"La petite dernière" de Fatima Daas (Noir sur blanc) | Livres Hebdo

Par Alexiane Guchereau, le 11.07.2020 à 10h00 Premiers romans de la rentrée

"La petite dernière" de Fatima Daas (Noir sur blanc)

Fatima Daas - Photo OLIVIER ROLLER/NOIR SUR BLANC

Pendant l’été, Livres Hebdo présente 20 des 65 premiers romans de la rentrée 2020.

C'est par une présentation brève mais centrale dans le roman, "je m'appelle Fatima", que le lecteur fait connaissance avec l'héroïne de La petite dernière, qui n'est autre que l'auteure du récit, Fatima Daas. Son premier livre, en lice pour le prix Stanislas, sera publié aux éditions Noir sur blanc le 20 août. 

Fatima Daas vit dans une famille musulmane pratiquante originaire d'Algérie. Habitant à Clichy-sous-Bois, elle est une élève instable puis une adulte inadaptée. Étouffée par un environnement où l'amour et la sexualité sont tabous, elle est remarquée pour son talent d'écriture et commence des études littéraires, tout en découvrant son attirance pour les femmes.

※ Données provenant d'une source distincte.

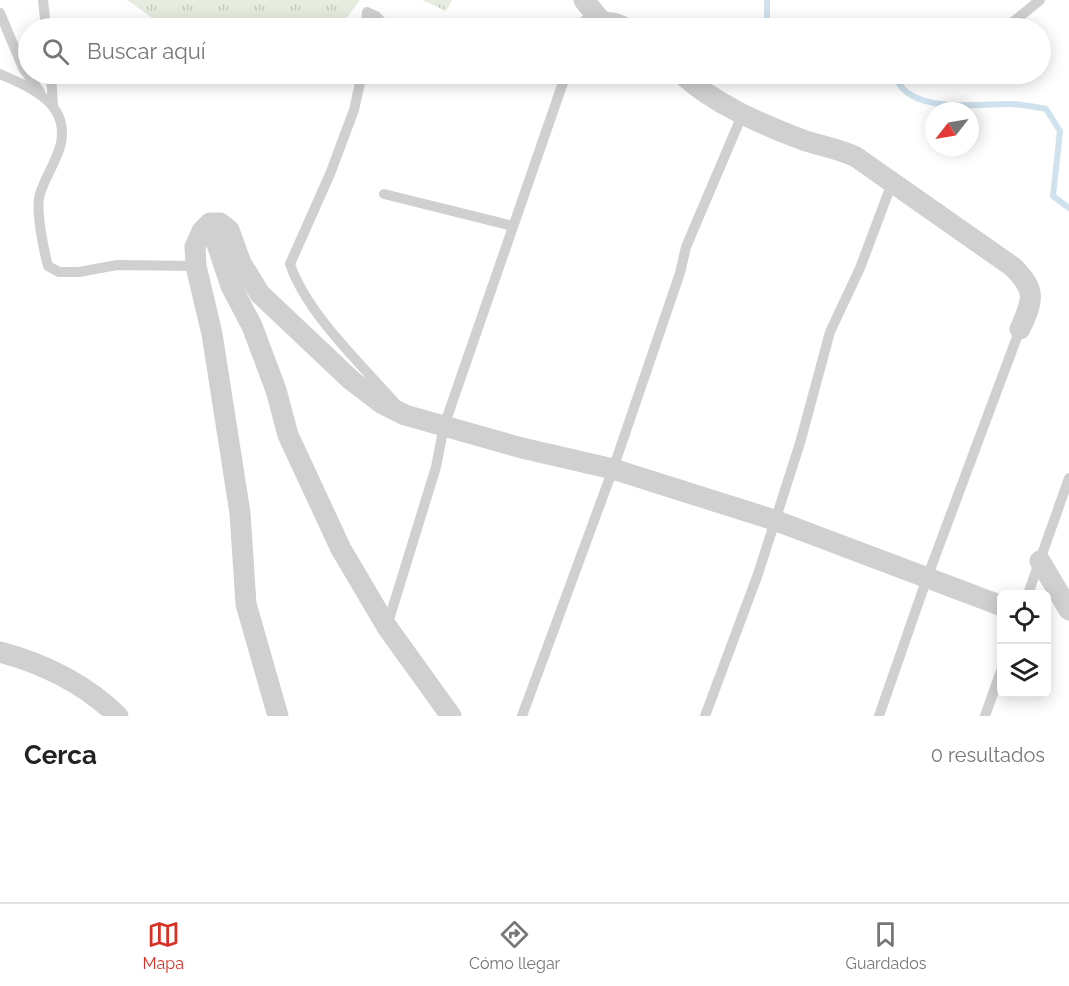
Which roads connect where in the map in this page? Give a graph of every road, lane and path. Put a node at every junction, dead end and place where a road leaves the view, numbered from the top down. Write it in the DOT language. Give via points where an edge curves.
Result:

"Fatima Daas signe une autofiction au lyrisme percutant entre slam et prière au rythme entêtant, dansant comme les rondes d'un derviche" estime Sean James Rose dans son avant-critique du roman publiée dans Livres Hebdo du 3 juillet. Virginie Despentes accompagne le livre en le décrivant ainsi : "
Le monologue de Fatima Daas se construit par fragments, comme si elle updatait Barthes et Mauriac pour Clichy-sous-Bois. Elle creuse un portrait, tel un sculpteur patient et attentif… ou tel un démineur, conscient que chaque mot pourrait tout faire exploser, et qu’on doit les choisir avec un soin infini."

L'auteure est née en 1995 à Saint-Germain en Laye, de parents venus d'Algérie. Elle grandit à Clichy-sous-Bois dans le 93 entourée d'une famille nombreuse. Au collège, elle se rebelle,revendique le droit d’exprimer ses idées et écrit ses premiers textes. Elle se définit comme une féministe intersectionnelle.